Cuando llegaba más temprano a
casa, siempre los alimentaba con salmón gourmet exclusivamente para gatitos, les
encantaba. Pero ahora, llego muy
tarde. Ahora, mi mamá tiene es misión.
Me preparé mi dieta, comí, y
finalmente me dirigí a mi cuarto para descansar. Pensé en todo lo que tengo que hacer. Llegué a la conclusión que necesito días de
34 horas.
Mis gatas me acompañaron. Me encantan esos momentos. Subir las escaleras y sentir unos pasitos
apenas imperceptibles detrás de mí.
Sisi, dio vueltas por mi cuarto y
luego entró al closet a dormir dentro de su confortable caja de zapatos. Supongo que para ella es el mejor cuarto de
la casa. Billy, se subió a mi cama. Ya sé, los microbios, la toxoplasmosis, las
bacterias… Tengo gatos desde que nací y lo peor que he tenido es mi alergia y
no por los mininos sino por la rinoplastia a la que me sometí cuando era jovencita por sucumbir a las
pretensiones de adolescente.
Finalmente, nos dormimos las
tres.
Cerca de las seis de la mañana
sentí una cabecita peluda junto a la mía.
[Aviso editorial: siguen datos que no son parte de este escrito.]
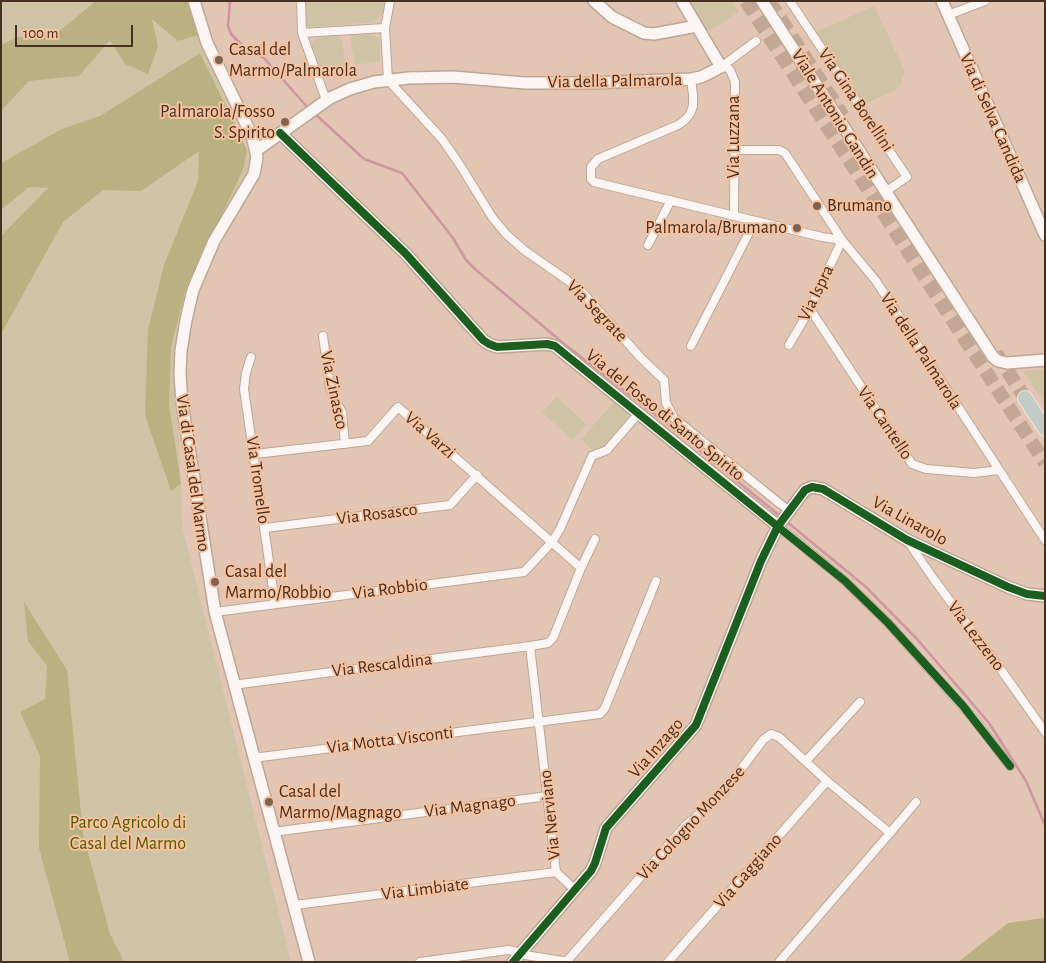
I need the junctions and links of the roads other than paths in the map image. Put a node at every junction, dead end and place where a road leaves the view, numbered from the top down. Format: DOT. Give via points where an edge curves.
graph roads {
  1 [pos="194,1"];
  2 [pos="301,1"];
  3 [pos="390,1"];
  4 [pos="594,1"];
  5 [pos="682,1"];
  6 [pos="762,1"];
  7 [pos="790,1"];
  8 [pos="942,1"];
  9 [pos="985,1"];
  10 [pos="948,15"];
  11 [pos="697,26"];
  12 [pos="385,28"];
  13 [pos="302,33"];
  14 [pos="756,41"];
  15 [pos="721,66"];
  16 [pos="691,79"];
  17 [pos="388,80"];
  18 [pos="317,107"];
  19 [pos="280,133"];
  20 [pos="257,150"];
  21 [pos="734,150"];
  22 [pos="885,192"];
  23 [pos="671,200"];
  24 [pos="734,216"];
  25 [pos="755,221"];
  26 [pos="1045,236"];
  27 [pos="842,240"];
  28 [pos="648,245"];
  29 [pos="810,309"];
  30 [pos="323,336"];
  31 [pos="789,345"];
  32 [pos="691,346"];
  33 [pos="251,357"];
  34 [pos="1045,360"];
  35 [pos="1025,398"];
  36 [pos="638,414"];
  37 [pos="1045,429"];
  38 [pos="345,444"];
  39 [pos="255,454"];
  40 [pos="999,470"];
  41 [pos="477,475"];
  42 [pos="789,511"];
  43 [pos="778,526"];
  44 [pos="265,528"];
  45 [pos="595,539"];
  46 [pos="907,540"];
  47 [pos="1045,540"];
  48 [pos="552,542"];
  49 [pos="581,568"];
  50 [pos="656,581"];
  51 [pos="1045,596"];
  52 [pos="275,603"];
  53 [pos="215,612"];
  54 [pos="530,646"];
  55 [pos="233,685"];
  56 [pos="860,702"];
  57 [pos="538,722"];
  58 [pos="1045,732"];
  59 [pos="253,758"];
  60 [pos="806,761"];
  61 [pos="1010,766"];
  62 [pos="828,781"];
  63 [pos="548,796"];
  64 [pos="916,802"];
  65 [pos="273,832"];
  66 [pos="890,833"];
  67 [pos="556,872"];
  68 [pos="575,890"];
  69 [pos="294,906"];
  70 [pos="518,959"];
  71 [pos="309,962"];
  72 [pos="420,962"];
  73 [pos="568,962"];
  74 [pos="668,962"];
  75 [pos="779,962"];
  1 -- 20 [label="street, Via di Casal del Marmo" via="209,48"];
  2 -- 13 [label="street"];
  3 -- 12 [label="street"];
  4 -- 11 [label="street" via="612,17 644,34"];
  5 -- 11 [label="street"];
  6 -- 22 [label="street, Viale Antonio Gandin"];
  7 -- 22 [label="street, Via Gina Borellini" via="907,177"];
  8 -- 10 [label="street, Via di Selva Candida"];
  9 -- 10 [label="street"];
  10 -- 26 [label="street, Via di Selva Candida"];
  11 -- 15 [label="street"];
  12 -- 13 [label="street"];
  12 -- 17 [label="street"];
  13 -- 18 [label="street"];
  14 -- 15 [label="street"];
  15 -- 16 [label="street"];
  15 -- 21 [label="street, Via Luzzana" via="729,70 734,79"];
  16 -- 17 [label="street, Via della Palmarola" via="555,84 447,77"];
  16 -- 23 [label="street, Via della Palmarola" via="693,106 685,120 601,157 591,169 590,178 594,182"];
  17 -- 18 [label="street, Via della Palmarola" via="360,85"];
  17 -- 42 [label="street, Via Segrate" via="442,139 498,225 524,250 582,292 664,380 666,403 674,418"];
  18 -- 19 [label="street, Via della Palmarola"];
  19 -- 20 [label="street, Via della Palmarola"];
  19 -- 36 [label="street, Via del Fosso di Santo Spirito" via="406,254 483,340 497,347 554,345"];
  20 -- 53 [label="street, Via di Casal del Marmo" via="254,174 214,241 195,283 181,357 183,412"];
  21 -- 24 [label="street, Via Luzzana"];
  21 -- 27 [label="street" via="784,151"];
  22 -- 34 [label="street, Viale Antonio Gandin" via="993,358 1007,363"];
  23 -- 24 [label="street, Via della Palmarola"];
  23 -- 28 [label="street"];
  24 -- 25 [label="street, Via della Palmarola"];
  25 -- 27 [label="street, Via della Palmarola"];
  25 -- 32 [label="street"];
  27 -- 29 [label="street, Via Ispra"];
  27 -- 40 [label="street, Via della Palmarola" via="876,281"];
  29 -- 31 [label="street, Via Ispra"];
  29 -- 40 [label="street, Via Cantello" via="912,464 926,469 974,473"];
  30 -- 38 [label="street, Via Zinasco" via="330,388 342,412"];
  33 -- 39 [label="street, Via Tromello" via="244,389"];
  35 -- 37 [label="highway"];
  36 -- 43 [label="street, Via del Fosso di Santo Spirito"];
  36 -- 48 [label="street, Via Robbio" via="607,450 592,456"];
  38 -- 39 [label="street, Via Varzi"];
  38 -- 41 [label="street, Via Varzi" via="368,441 398,407"];
  39 -- 44 [label="street, Via Tromello"];
  40 -- 47 [label="street, Via della Palmarola"];
  41 -- 44 [label="street, Via Rosasco" via="450,506"];
  41 -- 48 [label="street, Via Varzi"];
  42 -- 43 [label="street, Via Linarolo"];
  42 -- 46 [label="street, Via Linarolo" via="805,490 818,487"];
  43 -- 61 [label="street, Via del Fosso di Santo Spirito" via="882,616 968,712"];
  43 -- 68 [label="street, Via Inzago" via="751,583 696,724 606,828 594,867"];
  44 -- 52 [label="street, Via Tromello"];
  45 -- 49 [label="street"];
  46 -- 51 [label="street, Via Linarolo" via="1008,588"];
  46 -- 58 [label="street, Via Lezzeno"];
  48 -- 49 [label="street, Via Varzi"];
  48 -- 52 [label="street, Via Robbio" via="524,572"];
  49 -- 54 [label="street" via="553,640"];
  50 -- 57 [label="street, Via Motta Visconti" via="604,711 597,715"];
  52 -- 53 [label="street, Via Robbio"];
  53 -- 55 [label="street, Via di Casal del Marmo"];
  54 -- 55 [label="street, Via Rescaldina"];
  54 -- 57 [label="street, Via Nerviano"];
  55 -- 59 [label="street, Via di Casal del Marmo"];
  56 -- 60 [label="street"];
  57 -- 59 [label="street, Via Motta Visconti"];
  57 -- 63 [label="street, Via Nerviano"];
  59 -- 65 [label="street, Via di Casal del Marmo"];
  60 -- 62 [label="street, Via Cologno Monzese"];
  60 -- 73 [label="street, Via Cologno Monzese" via="776,735 766,737 729,787 686,825"];
  62 -- 66 [label="street, Via Cologno Monzese"];
  62 -- 74 [label="street, Via Gaggiano"];
  63 -- 65 [label="street, Via Magnago"];
  63 -- 67 [label="street, Via Nerviano"];
  64 -- 66 [label="street"];
  65 -- 69 [label="street, Via di Casal del Marmo"];
  66 -- 75 [label="street"];
  67 -- 68 [label="street, Via Nerviano"];
  67 -- 69 [label="street, Via Limbiate"];
  68 -- 70 [label="street, Via Inzago"];
  69 -- 71 [label="street, Via di Casal del Marmo"];
  70 -- 72 [label="street, Via Cologno Monzese" via="514,951 504,950"];
  70 -- 73 [label="street, Via Cologno Monzese"];
}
Era Sisi. Es su forma de decirme
que ya es hora de despertar. Nunca hago
caso. Siempre quiero dormir un poquito
más como el común de los mortales.
Después de un rato, me despertó un ruido. Era Sisi tratando de hacerme reaccionar. Estaba sobre mi laptop, jugando con el ratón hasta
que lo arrojó al suelo. No contenta con
eso, agarro los lapiceros y también los arrojó.
Como no obtuvo resultados, subió a la cama y pasó por encima de mí hasta
llegar a mi mesita de noche. Se sentó y
no me quitaba la mirada de encima. Yo la
miraba de reojo. Luego, regresó por
donde había venido pero esta vez se quedó a mi costado. Y seguía mirándome. No aguanté más. Tuve que levantarme.
Al hacerlo, Billy estaba al pie
de mi cama. Parecía una esfinge. Me clavó los ojos. Pero se engrió cuando le acaricié el
lomo. Me dirigí al primer piso, bajé por
las escaleras, cuando llegué a la cocina, ellas ya estaban en “posición”
delante de sus platitos de comida. Floppy
llegaría después.
Primero lo primero. Los alimenté a ellos. Luego, con más tranquilidad, tomé mi desayuno. Cuando terminé subí para tomar un baño, alistarme
y salir a trabajar.
Una vez escuché a alguien decir
que los gatos se hacen dueños de la casa, nosotros sólo pagamos las cuentas.